For those of you who’ve lived through a panic attack, you don’t need a dry list of symptoms to understand that wet, visceral fear — the kind of fear that might keep you alive in the face of actual danger, but absent any threat, can cripple you with physical symptoms that are terrifyingly real.
When I woke up in the midst of a full-blown panic attack, my sympathetic nervous system had already triggered my fight-or-flight response. Though it acted with the best of intentions, I had been betrayed by my own brain, specifically, a little almond shaped cluster of nerves called the amygdala.
The amygdala is the brain’s throbbing hub of fear and aggression, so it’s no surprise that this primal cluster of nerves is closely associated with the pathogenesis of panic attacks.*
The ultimate irony is that our amygdalae want to keep us safe. Their processes are specifically designed to keep us out of danger, but when they’re falsely cued by an emotional or environmental trigger —something you see, smell, hear, taste, or feel — a cascading chain of hormonal and physiological reactions lead to an attack of irrational and uncontrollable panic.
Seeking Treatment for Panic Attacks
People seeking treatment for panic attacks often want to jump right to medication. Selective serotonin reuptake inhibitors (SSRIs), for example, are frequently prescribed for people who suffer from persistent panic attacks and anxiety. Benzodiazepines are occasionally prescribed to manage acute symptoms.

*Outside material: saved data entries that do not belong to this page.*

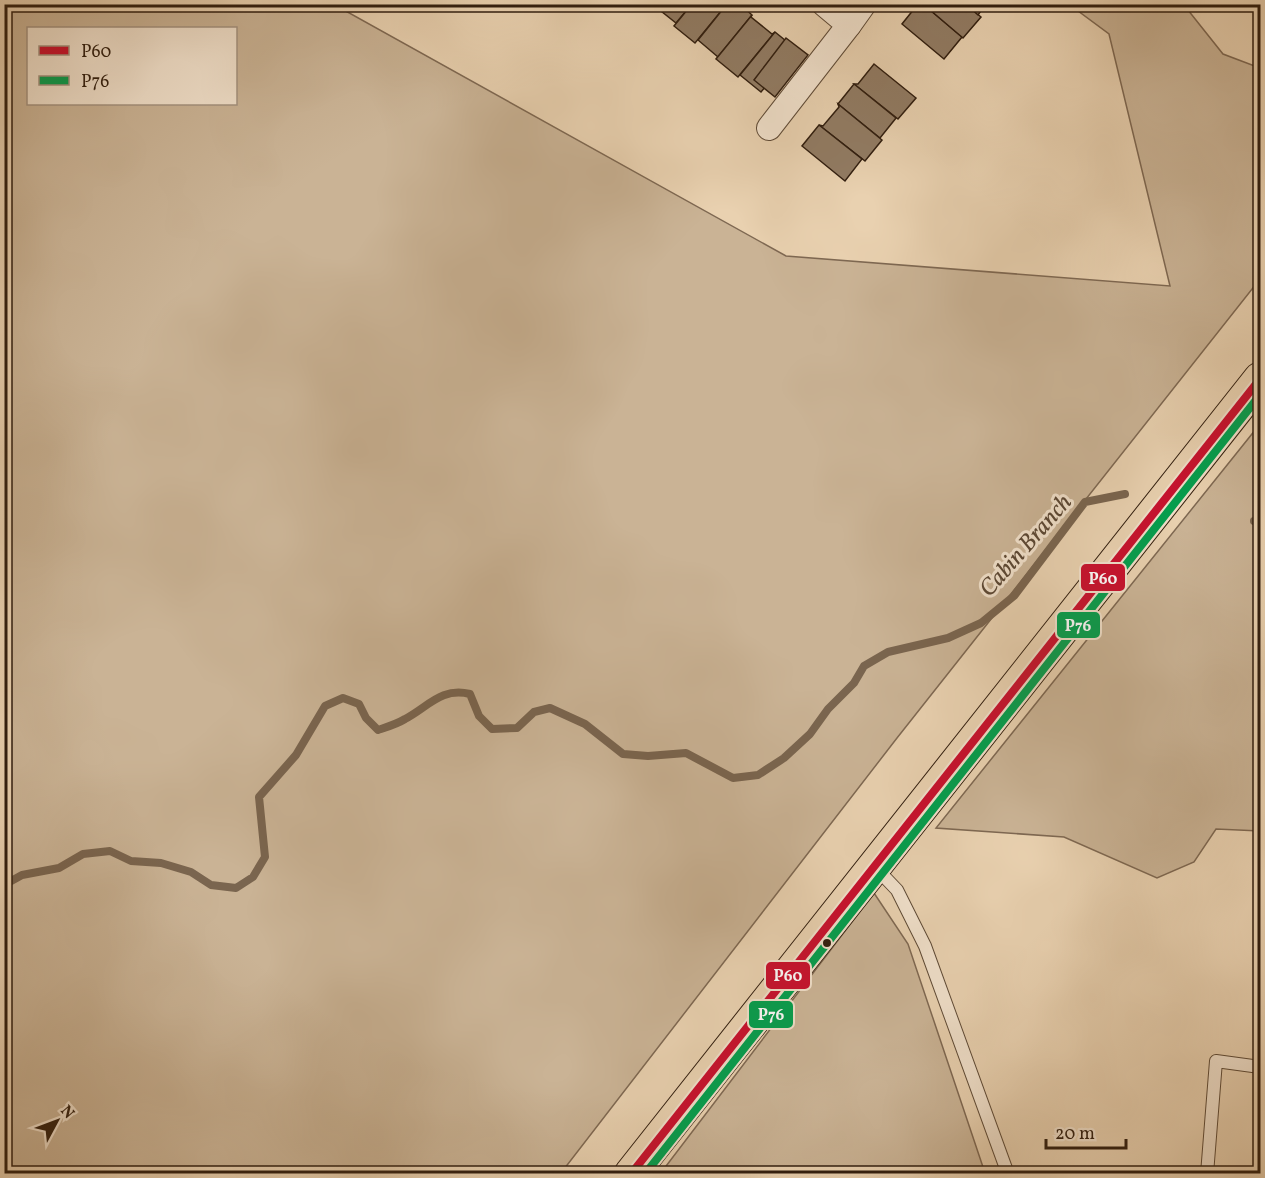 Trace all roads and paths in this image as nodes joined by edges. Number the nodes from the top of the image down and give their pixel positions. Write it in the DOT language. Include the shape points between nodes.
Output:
graph roads {
  1 [pos="824,4"];
  2 [pos="864,4"];
  3 [pos="849,25"];
  4 [pos="770,128"];
  5 [pos="1260,379"];
  6 [pos="874,866"];
  7 [pos="1260,1067"];
  8 [pos="1260,1125"];
  9 [pos="1260,1136"];
  10 [pos="631,1173"];
  11 [pos="1008,1173"];
  12 [pos="1207,1173"];
  1 -- 3 [label="street"];
  2 -- 3 [label="street"];
  3 -- 4 [label="street"];
  5 -- 6 [label="main road"];
  6 -- 10 [label="main road"];
  6 -- 11 [label="lane" via="897,890 925,946"];
  7 -- 12 [label="lane" via="1216,1061"];
  8 -- 9 [label="lane"];
} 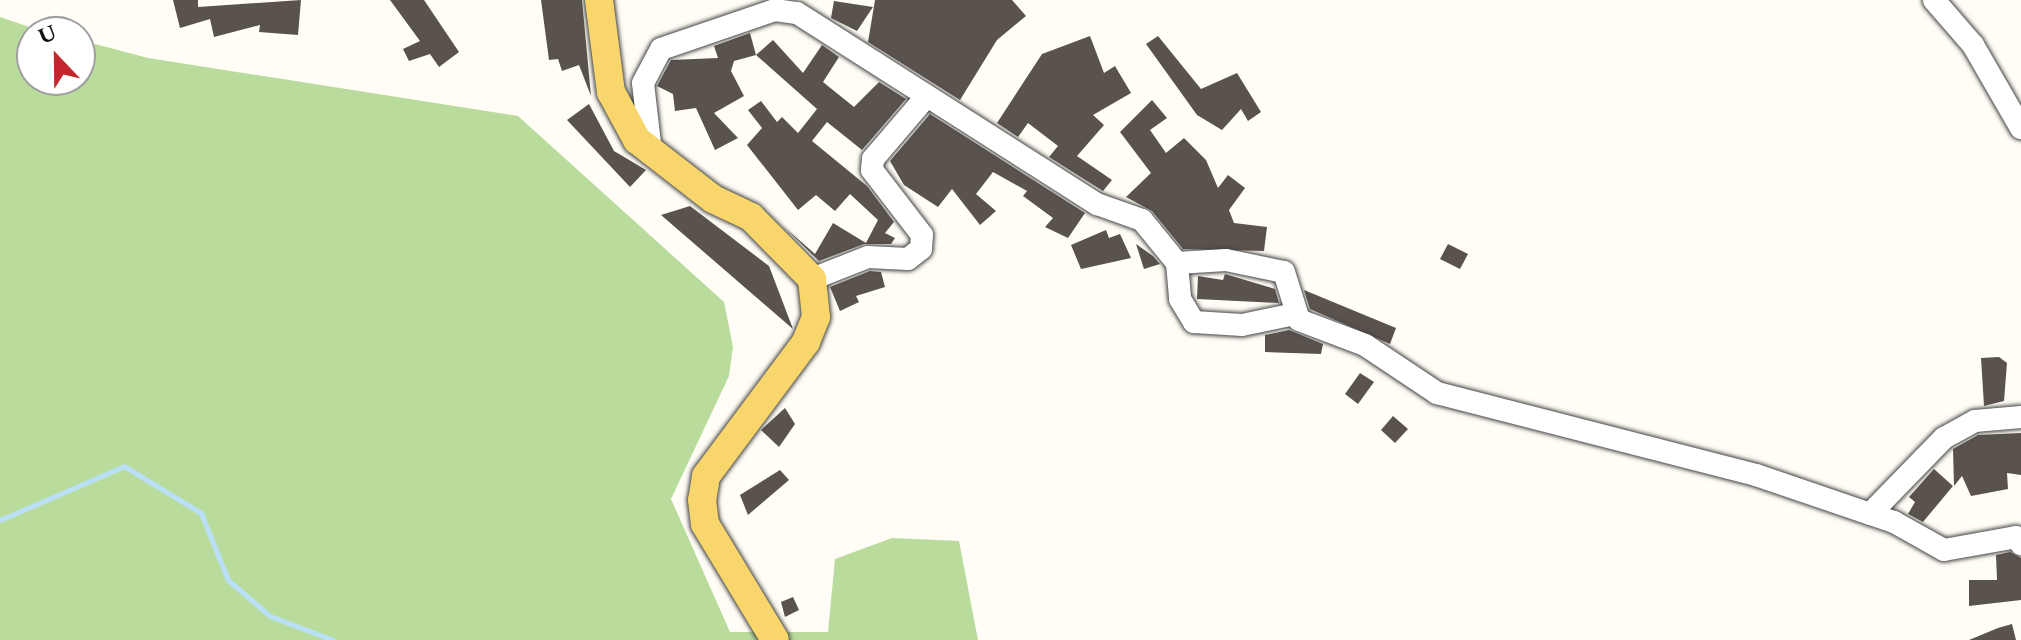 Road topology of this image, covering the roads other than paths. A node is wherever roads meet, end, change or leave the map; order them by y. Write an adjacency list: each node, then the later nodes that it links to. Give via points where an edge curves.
1 (599, 0): 5 (main road, via 611,92 626,125)
2 (1934, 0): 4 (street, via 1973,45)
3 (926, 97): 5 (street, via 797,13 775,10 661,49 643,83); 6 (street, via 1097,204 1142,220); 7 (street, via 873,159 872,170 922,235 921,249 908,259 868,257)
4 (2021, 128)
5 (651, 152): 7 (main road, via 751,217)
6 (1177, 263): 8 (street, via 1226,260 1284,272 1296,293); 8 (street, via 1180,299 1194,322 1242,325)
7 (812, 279): 12 (main road, via 816,317 806,342 706,476 702,500 705,524)
8 (1295, 314): 10 (street, via 1365,345 1437,393 1756,475)
9 (2021, 417): 10 (street, via 1975,421 1955,431 1900,477)
10 (1870, 514): 11 (street, via 1944,550 2016,537)
11 (2021, 544)
12 (775, 640)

Useful though it may be, medication has its limits, and only psychotherapy can address the underlying behavioral and psychological triggers that ramp up a threat response into a full-blown panic attack.
I highly recommend you watch this video about therapy and panic attacks. It’s good stuff.
The first time I went to see a therapist was for help with my panic disorder, and while my underlying causes were different than the ones in the video, the process itself was remarkably similar.
As a psychotherapist who knows all too well what it feels like to experience the crippling terror of a panic attack, I have unique understanding of what my clients are going through when they seek treatment for panic attacks and panic disorder.
If you live in Tennessee and would like to discuss your therapeutic options for dealing with panic attacks, feel free to contact me. I’m more than happy to discuss them with you.
Here’s a cocktail party fun-fact: the amygdala is also associated with right-wing politics. A 2011 study correlated political orientation with brain structure, so if you’ve ever wondered why conservative politics are so fear-based while liberal politics are more fact-based, it’s because liberalism is associated with increased gray matter, whereas conservatism is associated with increased amygdala size. One might say that millions of swollen amygdalae — and a collective lack of grey matter — are directly responsible for Donald Trump’s presidency.